# [Exercise requirements]
Go through the records below and report each line with "Bakı" in it.
::: Extracted information :::
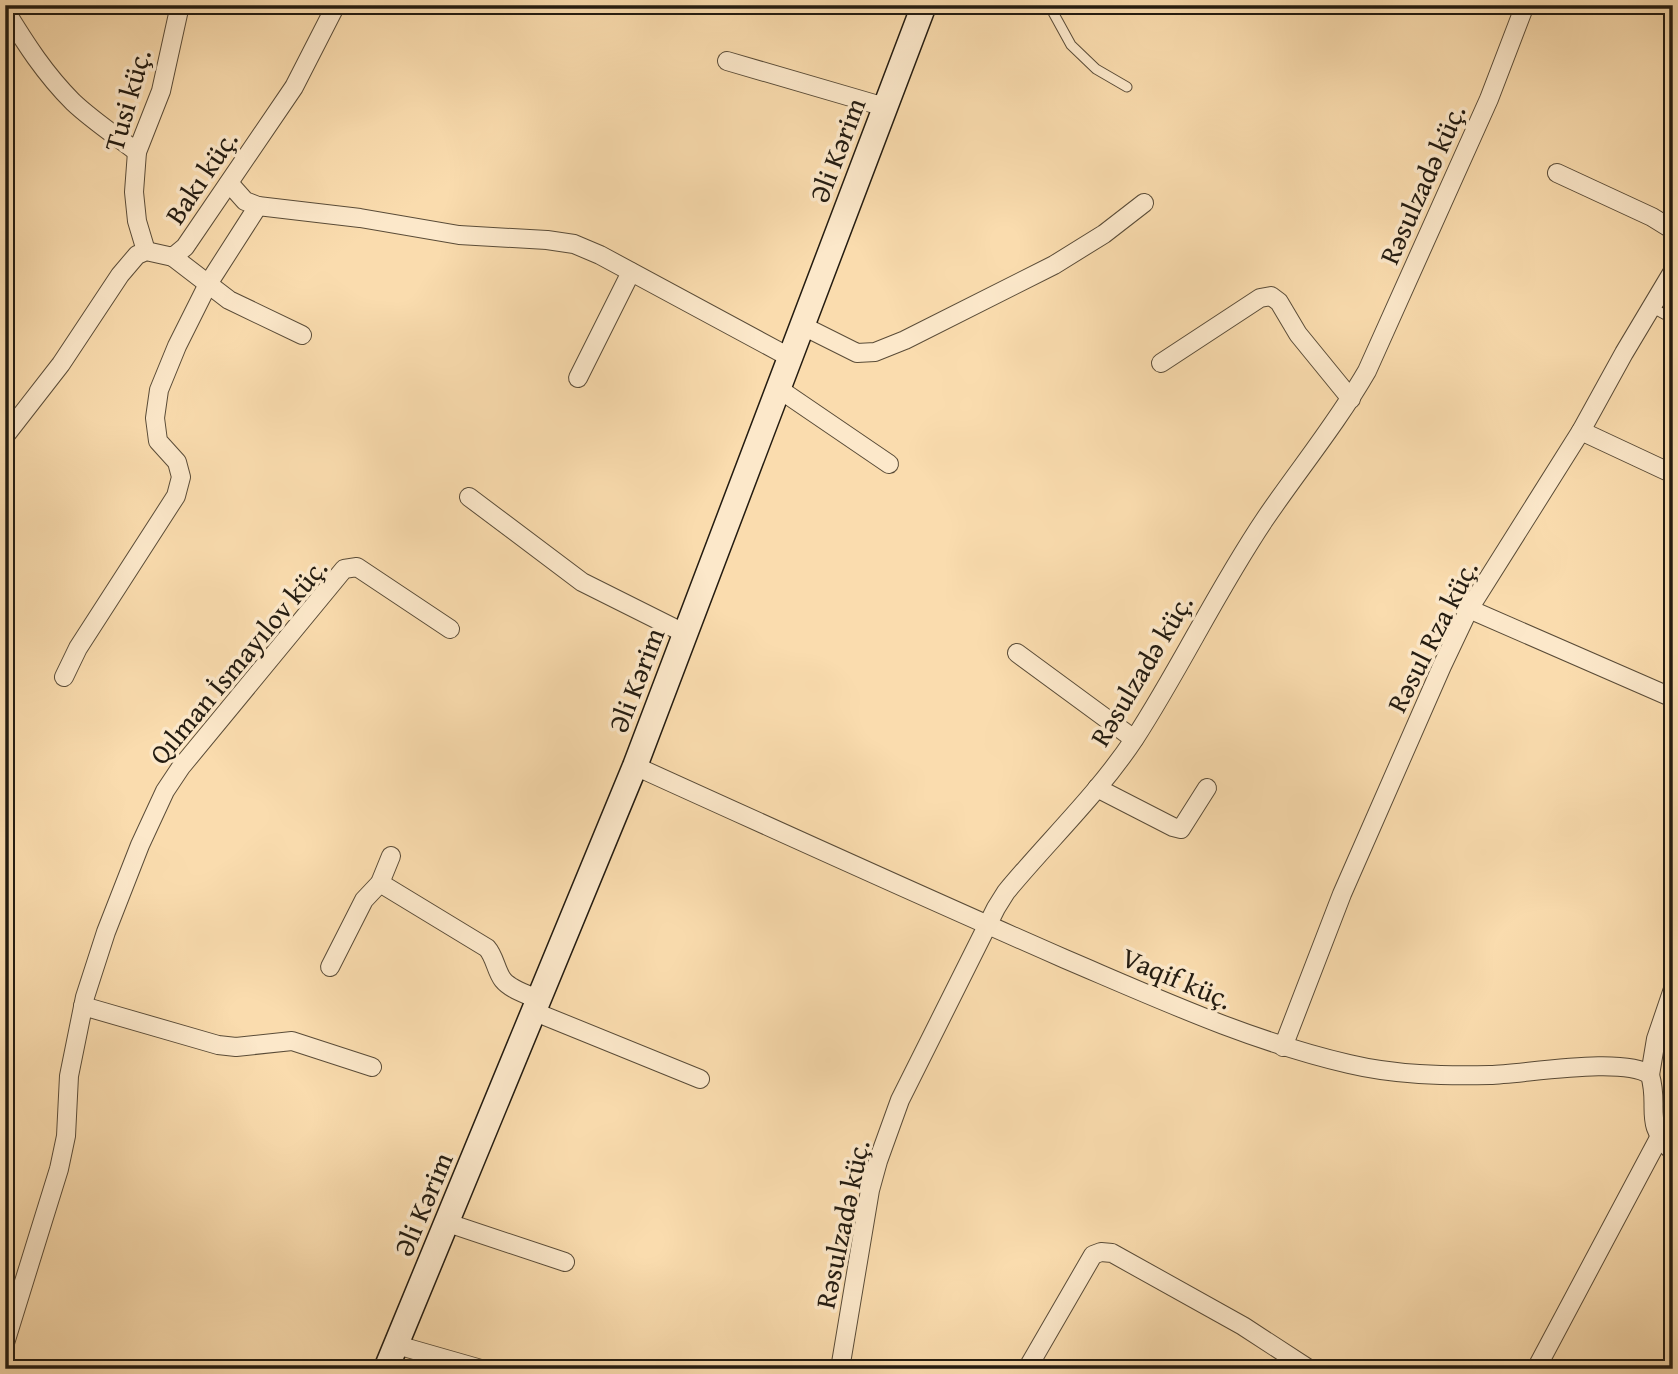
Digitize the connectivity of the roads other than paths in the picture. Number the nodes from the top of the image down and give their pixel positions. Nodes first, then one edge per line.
1 (180, 5) edge
2 (336, 5) edge
3 (924, 5) edge
4 (1049, 5) edge
5 (1525, 5) edge
6 (5, 10) edge
7 (727, 61) dead end
8 (1127, 87) dead end
9 (885, 107) junction
10 (137, 152) junction
11 (1557, 173) dead end
12 (229, 183) junction
13 (1144, 203) dead end
14 (258, 206) junction
15 (1673, 230) edge
16 (146, 251) junction
17 (173, 257) junction
18 (1673, 271) edge
19 (631, 272) junction
20 (208, 284) junction
21 (1651, 307) junction
22 (1673, 319) edge
23 (803, 326) junction
24 (302, 335) dead end
25 (791, 358) junction
26 (1161, 363) dead end
27 (578, 378) dead end
28 (779, 389) junction
29 (1351, 399) junction
30 (1581, 431) junction
31 (5, 436) edge
32 (890, 464) dead end
33 (1673, 474) edge
34 (469, 498) dead end
35 (1469, 609) junction
36 (450, 629) dead end
37 (686, 634) junction
38 (1017, 653) dead end
39 (64, 677) dead end
40 (1673, 698) edge
41 (1134, 739) junction
42 (635, 766) junction
43 (1097, 788) junction
44 (1207, 788) dead end
45 (391, 856) dead end
46 (380, 883) junction
47 (988, 925) junction
48 (330, 967) dead end
49 (1673, 989) edge
50 (83, 1006) junction
51 (538, 1006) junction
52 (1283, 1048) junction
53 (372, 1066) dead end
54 (1650, 1075) junction
55 (700, 1079) dead end
56 (1659, 1138) junction
57 (1673, 1152) edge
58 (448, 1223) junction
59 (565, 1262) dead end
60 (10, 1314) edge
61 (5, 1343) edge
62 (397, 1345) junction
63 (479, 1368) edge
64 (386, 1369) edge
65 (840, 1369) edge
66 (1027, 1369) edge
67 (1310, 1369) edge
68 (1536, 1369) edge

1 - 10 street, Tusi küç.
2 - 12 street, Bakı küç.
3 - 9 main road, Əli Kərim
4 - 8 lane
5 - 29 street, Rəsulzadə küç.
6 - 10 street
7 - 9 street
9 - 23 main road, Əli Kərim
10 - 16 street, Tusi küç.
11 - 15 street
12 - 14 street
12 - 17 street, Bakı küç.
13 - 23 street
14 - 19 street
14 - 20 street
16 - 17 street, Bakı küç.
16 - 31 street, Bakı küç.
17 - 20 street
18 - 21 street, Rəsul Rza küç.
19 - 25 street
19 - 27 street
20 - 24 street
20 - 39 street
21 - 22 lane
21 - 30 street, Rəsul Rza küç.
23 - 25 main road, Əli Kərim
25 - 28 main road, Əli Kərim
26 - 29 street
28 - 32 street
28 - 37 main road, Əli Kərim
29 - 41 street, Rəsulzadə küç.
30 - 33 street
30 - 35 street, Rəsul Rza küç.
34 - 37 street
35 - 40 street
35 - 52 street, Rəsul Rza küç.
36 - 50 street, Qılman İsmayılov küç.
37 - 42 main road, Əli Kərim
38 - 41 street
41 - 43 street, Rəsulzadə küç.
42 - 47 street, Vaqif küç.
42 - 51 main road, Əli Kərim
43 - 44 street
43 - 47 street, Rəsulzadə küç.
45 - 46 street
46 - 48 street
46 - 51 street
47 - 52 street, Vaqif küç.
47 - 65 street, Rəsulzadə küç.
49 - 54 street
50 - 53 street
50 - 60 street, Qılman İsmayılov küç.
51 - 55 street
51 - 58 main road, Əli Kərim
52 - 54 street, Vaqif küç.
54 - 56 street
56 - 57 street
56 - 68 street
58 - 59 street
58 - 62 main road, Əli Kərim
60 - 61 street, Qılman İsmayılov küç.
62 - 63 street
62 - 64 main road, Əli Kərim
66 - 67 street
:::
# [Output for this exercise]
2 - 12 street, Bakı küç.
12 - 17 street, Bakı küç.
16 - 17 street, Bakı küç.
16 - 31 street, Bakı küç.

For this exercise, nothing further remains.